The way Dusty breathed could fit a song in a way I’ve never heard in another singer. Her soft intakes of air somehow were made in character, so that you became absolutely convinced that every story was a real one. The saddened losers she inhabits on the great Dusty in Memphis album – a record that everyone should own, all right? – are like old friends at the wrong end of the telephone line. Their tragedies are inevitable ones, and Dusty wears her suffering like a crown.
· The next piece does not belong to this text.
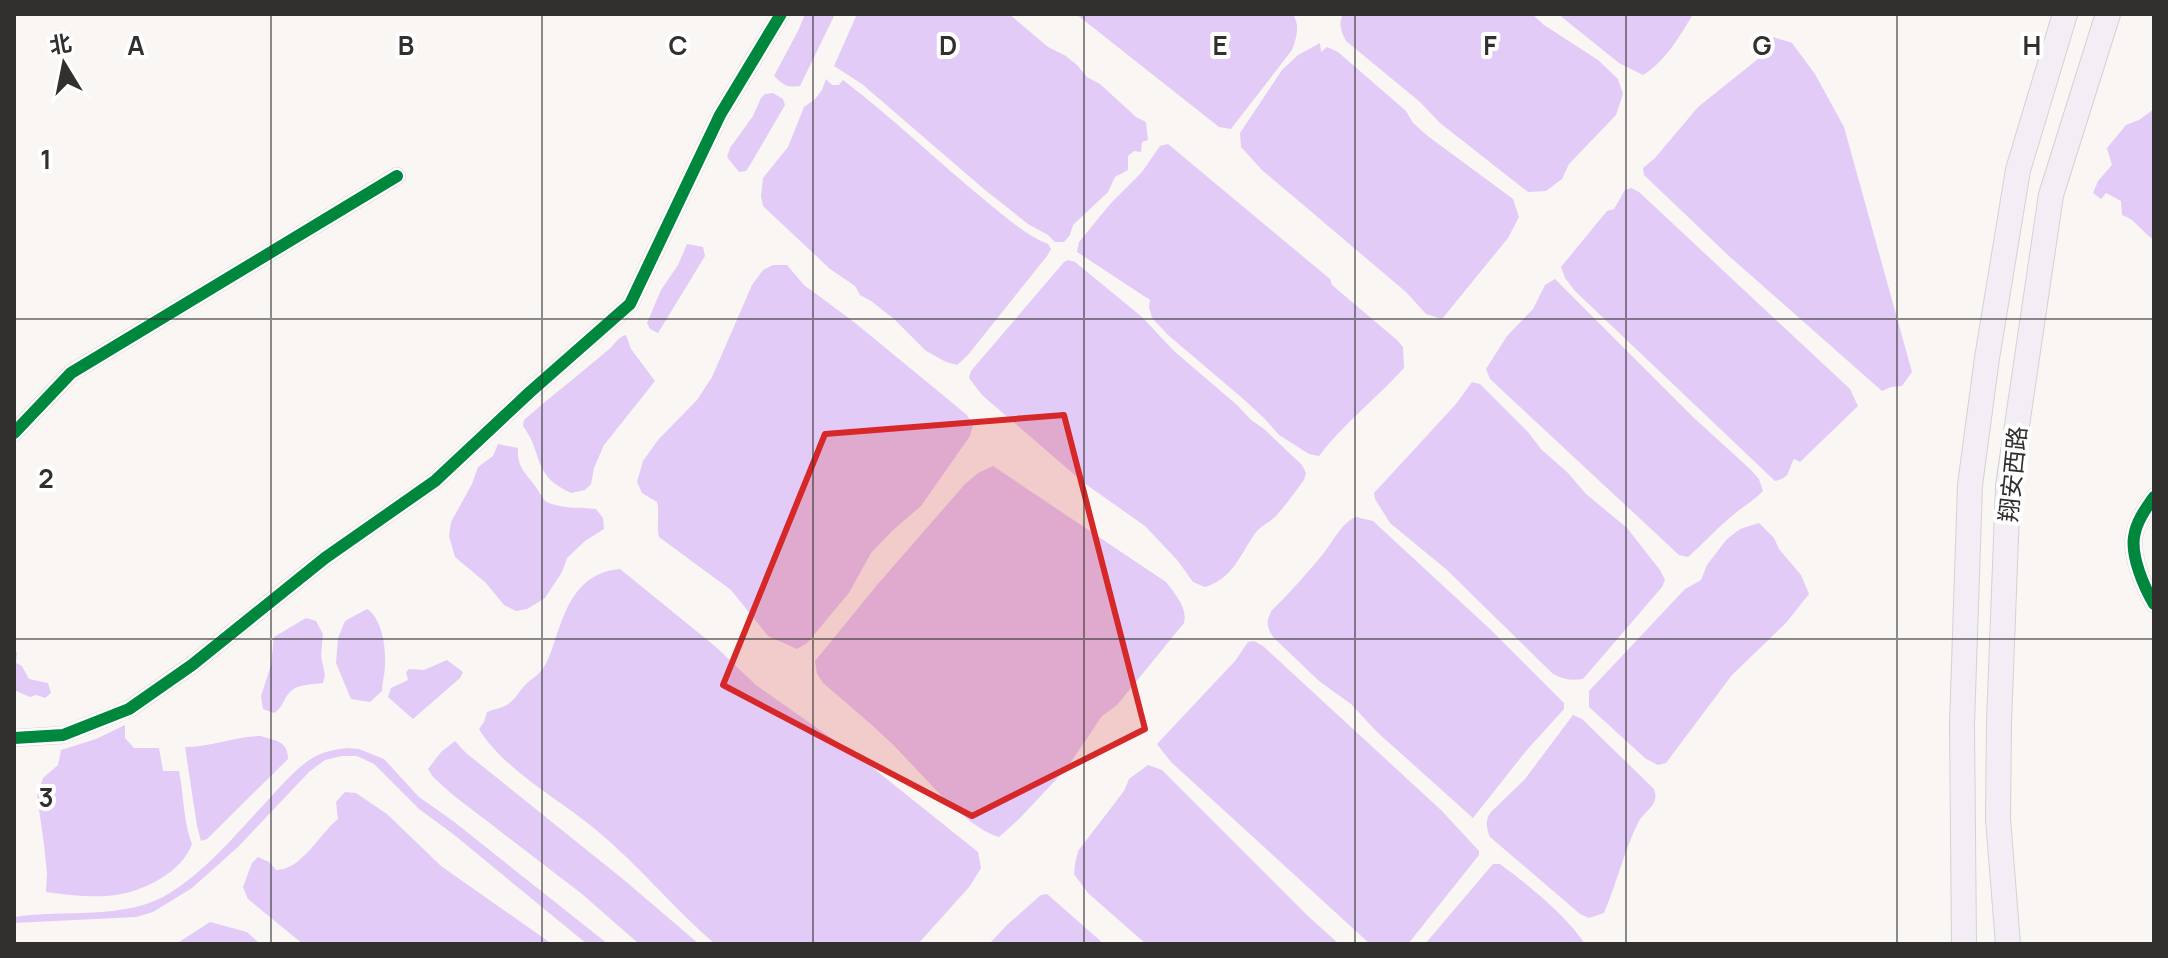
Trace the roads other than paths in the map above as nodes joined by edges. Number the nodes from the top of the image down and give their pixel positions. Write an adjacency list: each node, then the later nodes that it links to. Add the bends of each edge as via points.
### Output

Her singles of the mid-sixties were great pop, but she relied on a mixed bag of European writers and her records often had a distinctly foreign air. It was only when she went to Memphis and recorded an album of material by great American writers like Goffin-King, Randy Newman, Mann-Weill and Bacharach-David that she really was able to soar. What did this cotton-candy tressed British lass know about soul? Jesus, everything. So self-conscious that she couldn’t stand to sing without full orchestration in her headphones, so shy that she had to hide behind the most elaborate confections of eyelash and beehive ever unfurled, when she opened her mouth Dusty had the voice of a Human Being, with every strata of her emotional life revealed within the timbre of her sound. Was it real, or exquisite artifice? Who can know? Who would care?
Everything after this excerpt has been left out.